The present study introduces the Ocotillo Optimization Algorithm (OcOA) and its binary variant (bOcOA) as a unified solution of feature selection and hyperparameter tuning for a generic standard form of the original HOSSE data. In contrast to independent algorithms as in existing works, the approach uses a consistent metaheuristic framework to navigate both domains. It enables a streamlined optimization process, simplifies model generalization, and reduces the complexity of developing the proposed strategy.
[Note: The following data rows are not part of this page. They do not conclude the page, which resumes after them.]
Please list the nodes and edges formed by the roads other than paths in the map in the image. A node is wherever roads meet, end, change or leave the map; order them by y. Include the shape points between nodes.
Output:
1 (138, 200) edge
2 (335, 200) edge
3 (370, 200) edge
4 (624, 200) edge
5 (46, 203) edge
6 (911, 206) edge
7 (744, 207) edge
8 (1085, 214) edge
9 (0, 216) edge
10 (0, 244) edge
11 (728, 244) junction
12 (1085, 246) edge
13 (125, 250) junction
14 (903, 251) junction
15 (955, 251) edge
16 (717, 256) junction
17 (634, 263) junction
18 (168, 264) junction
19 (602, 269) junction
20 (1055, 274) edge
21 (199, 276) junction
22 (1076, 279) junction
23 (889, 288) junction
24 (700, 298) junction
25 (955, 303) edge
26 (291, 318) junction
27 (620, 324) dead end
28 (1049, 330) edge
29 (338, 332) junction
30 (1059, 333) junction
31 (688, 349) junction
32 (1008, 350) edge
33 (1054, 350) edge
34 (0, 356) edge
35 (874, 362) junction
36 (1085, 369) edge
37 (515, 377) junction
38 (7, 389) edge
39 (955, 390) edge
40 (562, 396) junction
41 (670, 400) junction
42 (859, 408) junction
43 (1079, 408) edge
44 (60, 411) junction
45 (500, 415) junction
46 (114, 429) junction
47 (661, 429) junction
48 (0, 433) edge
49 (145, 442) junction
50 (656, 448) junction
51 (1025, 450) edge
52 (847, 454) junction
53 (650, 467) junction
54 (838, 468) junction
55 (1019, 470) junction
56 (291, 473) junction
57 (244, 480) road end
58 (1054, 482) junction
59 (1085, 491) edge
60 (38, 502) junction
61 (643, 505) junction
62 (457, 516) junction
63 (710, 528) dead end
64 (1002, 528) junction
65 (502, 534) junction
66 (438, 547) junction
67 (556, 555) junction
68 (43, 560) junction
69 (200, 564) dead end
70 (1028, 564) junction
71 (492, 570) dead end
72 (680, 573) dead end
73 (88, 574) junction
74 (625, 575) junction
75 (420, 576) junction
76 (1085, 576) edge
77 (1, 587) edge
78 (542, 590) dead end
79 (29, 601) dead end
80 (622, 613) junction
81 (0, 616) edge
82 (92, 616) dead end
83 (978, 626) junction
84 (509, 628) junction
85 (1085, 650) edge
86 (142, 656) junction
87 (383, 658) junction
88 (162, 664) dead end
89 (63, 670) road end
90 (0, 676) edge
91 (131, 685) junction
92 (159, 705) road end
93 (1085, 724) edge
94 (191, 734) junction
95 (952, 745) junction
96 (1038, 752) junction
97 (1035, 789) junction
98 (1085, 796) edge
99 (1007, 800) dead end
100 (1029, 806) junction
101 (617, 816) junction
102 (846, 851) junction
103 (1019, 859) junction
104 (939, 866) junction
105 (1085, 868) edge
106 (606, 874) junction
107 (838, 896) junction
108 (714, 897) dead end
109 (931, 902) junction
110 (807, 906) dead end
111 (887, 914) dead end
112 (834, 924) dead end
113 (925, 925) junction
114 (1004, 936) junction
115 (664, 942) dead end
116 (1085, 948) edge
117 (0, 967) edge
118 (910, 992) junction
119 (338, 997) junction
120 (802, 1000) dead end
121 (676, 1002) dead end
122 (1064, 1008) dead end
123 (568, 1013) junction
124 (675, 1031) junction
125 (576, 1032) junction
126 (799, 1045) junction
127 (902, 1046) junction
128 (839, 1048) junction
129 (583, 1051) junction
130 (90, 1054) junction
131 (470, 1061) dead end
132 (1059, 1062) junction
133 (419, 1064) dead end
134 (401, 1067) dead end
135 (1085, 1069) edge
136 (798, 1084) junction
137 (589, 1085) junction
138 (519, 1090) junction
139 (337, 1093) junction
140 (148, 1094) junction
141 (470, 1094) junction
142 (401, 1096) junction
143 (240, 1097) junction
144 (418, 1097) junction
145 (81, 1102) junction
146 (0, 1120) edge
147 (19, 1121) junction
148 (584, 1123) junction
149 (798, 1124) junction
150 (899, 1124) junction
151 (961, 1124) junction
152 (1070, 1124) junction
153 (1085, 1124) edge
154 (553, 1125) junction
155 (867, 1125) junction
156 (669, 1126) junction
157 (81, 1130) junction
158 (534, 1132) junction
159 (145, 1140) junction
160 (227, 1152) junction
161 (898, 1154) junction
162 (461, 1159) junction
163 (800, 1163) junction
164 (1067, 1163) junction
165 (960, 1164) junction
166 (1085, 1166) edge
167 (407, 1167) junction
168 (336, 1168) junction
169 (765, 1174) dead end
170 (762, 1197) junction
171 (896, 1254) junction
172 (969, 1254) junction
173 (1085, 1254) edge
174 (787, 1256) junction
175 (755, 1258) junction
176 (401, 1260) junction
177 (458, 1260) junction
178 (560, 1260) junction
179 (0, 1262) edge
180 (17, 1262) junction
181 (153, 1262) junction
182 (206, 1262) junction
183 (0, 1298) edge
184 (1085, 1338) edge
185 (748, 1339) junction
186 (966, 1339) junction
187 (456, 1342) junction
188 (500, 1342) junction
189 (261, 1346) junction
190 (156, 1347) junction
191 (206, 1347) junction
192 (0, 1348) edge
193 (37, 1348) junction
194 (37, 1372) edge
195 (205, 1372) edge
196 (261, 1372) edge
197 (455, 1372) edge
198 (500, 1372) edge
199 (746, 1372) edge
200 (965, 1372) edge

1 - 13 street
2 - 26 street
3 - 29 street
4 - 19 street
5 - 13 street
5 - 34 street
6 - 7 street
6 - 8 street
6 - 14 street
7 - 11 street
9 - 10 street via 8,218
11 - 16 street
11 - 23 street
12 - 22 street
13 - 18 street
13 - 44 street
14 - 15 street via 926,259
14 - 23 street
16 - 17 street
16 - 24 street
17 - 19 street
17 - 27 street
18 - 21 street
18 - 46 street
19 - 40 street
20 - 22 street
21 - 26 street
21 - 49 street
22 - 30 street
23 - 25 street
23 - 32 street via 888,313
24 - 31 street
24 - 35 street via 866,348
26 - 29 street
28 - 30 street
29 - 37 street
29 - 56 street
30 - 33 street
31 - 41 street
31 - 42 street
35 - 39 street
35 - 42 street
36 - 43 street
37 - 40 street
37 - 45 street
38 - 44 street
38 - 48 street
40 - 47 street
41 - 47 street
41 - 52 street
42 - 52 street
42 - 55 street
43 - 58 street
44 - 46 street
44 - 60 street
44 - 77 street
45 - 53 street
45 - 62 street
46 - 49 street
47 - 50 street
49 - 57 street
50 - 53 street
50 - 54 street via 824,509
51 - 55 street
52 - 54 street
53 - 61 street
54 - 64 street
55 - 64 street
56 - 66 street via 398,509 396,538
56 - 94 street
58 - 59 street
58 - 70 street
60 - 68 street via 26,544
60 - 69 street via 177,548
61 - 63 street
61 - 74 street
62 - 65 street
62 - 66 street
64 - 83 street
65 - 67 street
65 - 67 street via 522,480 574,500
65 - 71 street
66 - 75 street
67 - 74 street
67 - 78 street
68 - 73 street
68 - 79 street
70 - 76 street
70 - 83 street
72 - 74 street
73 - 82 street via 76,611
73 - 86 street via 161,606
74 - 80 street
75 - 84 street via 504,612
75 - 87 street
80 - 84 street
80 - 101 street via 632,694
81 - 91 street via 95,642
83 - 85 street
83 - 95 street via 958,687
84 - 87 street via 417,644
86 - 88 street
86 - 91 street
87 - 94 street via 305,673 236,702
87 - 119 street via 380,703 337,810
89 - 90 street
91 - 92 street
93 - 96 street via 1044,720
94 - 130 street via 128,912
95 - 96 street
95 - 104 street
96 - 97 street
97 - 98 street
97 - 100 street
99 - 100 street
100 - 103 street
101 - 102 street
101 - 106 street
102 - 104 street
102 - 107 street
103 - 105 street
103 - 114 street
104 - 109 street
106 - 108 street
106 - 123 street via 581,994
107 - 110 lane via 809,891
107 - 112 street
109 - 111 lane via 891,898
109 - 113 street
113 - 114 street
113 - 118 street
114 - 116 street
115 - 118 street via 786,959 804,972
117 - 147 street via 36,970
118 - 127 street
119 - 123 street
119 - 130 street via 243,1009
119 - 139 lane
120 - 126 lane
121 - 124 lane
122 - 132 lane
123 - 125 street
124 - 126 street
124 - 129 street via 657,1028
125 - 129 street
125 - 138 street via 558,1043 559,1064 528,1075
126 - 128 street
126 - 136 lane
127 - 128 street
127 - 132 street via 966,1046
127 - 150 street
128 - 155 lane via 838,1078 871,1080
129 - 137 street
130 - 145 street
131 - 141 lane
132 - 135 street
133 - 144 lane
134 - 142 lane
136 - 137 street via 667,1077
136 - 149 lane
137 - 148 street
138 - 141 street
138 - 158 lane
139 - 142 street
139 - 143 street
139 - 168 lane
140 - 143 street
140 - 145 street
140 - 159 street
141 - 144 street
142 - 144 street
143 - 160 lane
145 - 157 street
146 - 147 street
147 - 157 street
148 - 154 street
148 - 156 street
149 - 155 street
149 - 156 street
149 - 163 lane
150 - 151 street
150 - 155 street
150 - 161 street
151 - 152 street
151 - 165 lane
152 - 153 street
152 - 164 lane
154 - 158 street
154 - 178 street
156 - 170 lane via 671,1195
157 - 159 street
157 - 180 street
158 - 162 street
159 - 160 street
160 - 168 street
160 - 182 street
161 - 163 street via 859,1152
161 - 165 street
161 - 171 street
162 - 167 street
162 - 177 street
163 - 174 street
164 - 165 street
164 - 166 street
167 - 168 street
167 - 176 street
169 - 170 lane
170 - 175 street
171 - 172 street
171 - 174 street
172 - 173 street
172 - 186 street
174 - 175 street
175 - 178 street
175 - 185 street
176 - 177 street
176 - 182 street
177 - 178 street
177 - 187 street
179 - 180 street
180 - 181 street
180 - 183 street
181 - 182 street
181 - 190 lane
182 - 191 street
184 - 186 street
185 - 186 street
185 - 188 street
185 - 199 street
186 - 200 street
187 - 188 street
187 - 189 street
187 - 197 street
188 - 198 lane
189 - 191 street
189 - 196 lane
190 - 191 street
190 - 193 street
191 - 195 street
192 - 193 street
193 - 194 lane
At the same time, when feature selection and parameter tuning are integrated into a coordinated pipeline, the results show that they can improve diagnostic accuracy and computational efficiency, thereby enhancing the performance of multiple deep learning models, such as CNN, ViT, GAN, SimCLR, and MoCo. Overall, it bridges the gap between the optimization stage and classification methodological divide with a replicable and adaptable framework for high-precision, image-based leukemia diagnosis.

3 Materials and methods

The ability to classify medical images has historically had a lower score due to the lack of advancement in deep learning and feature selection techniques. Still, today, this is not the case due to these advancements. A high degree of importance is given to bone marrow cell analysis to diagnose various hematological conditions. This study employs an overall framework that integrates multiple essential steps, including data preprocessing, dataset splitting using CNNs, feature selection, and performance evaluation. Robust and interpretable predictions are achieved through a hybrid approach that combines convolutional architectures with bio-inspired optimization algorithms. Fig 1 illustrates the comprehensive workflow of the proposed methodology (i) by which the proposed processing pipeline for raw data to performance assessment is shown step by step.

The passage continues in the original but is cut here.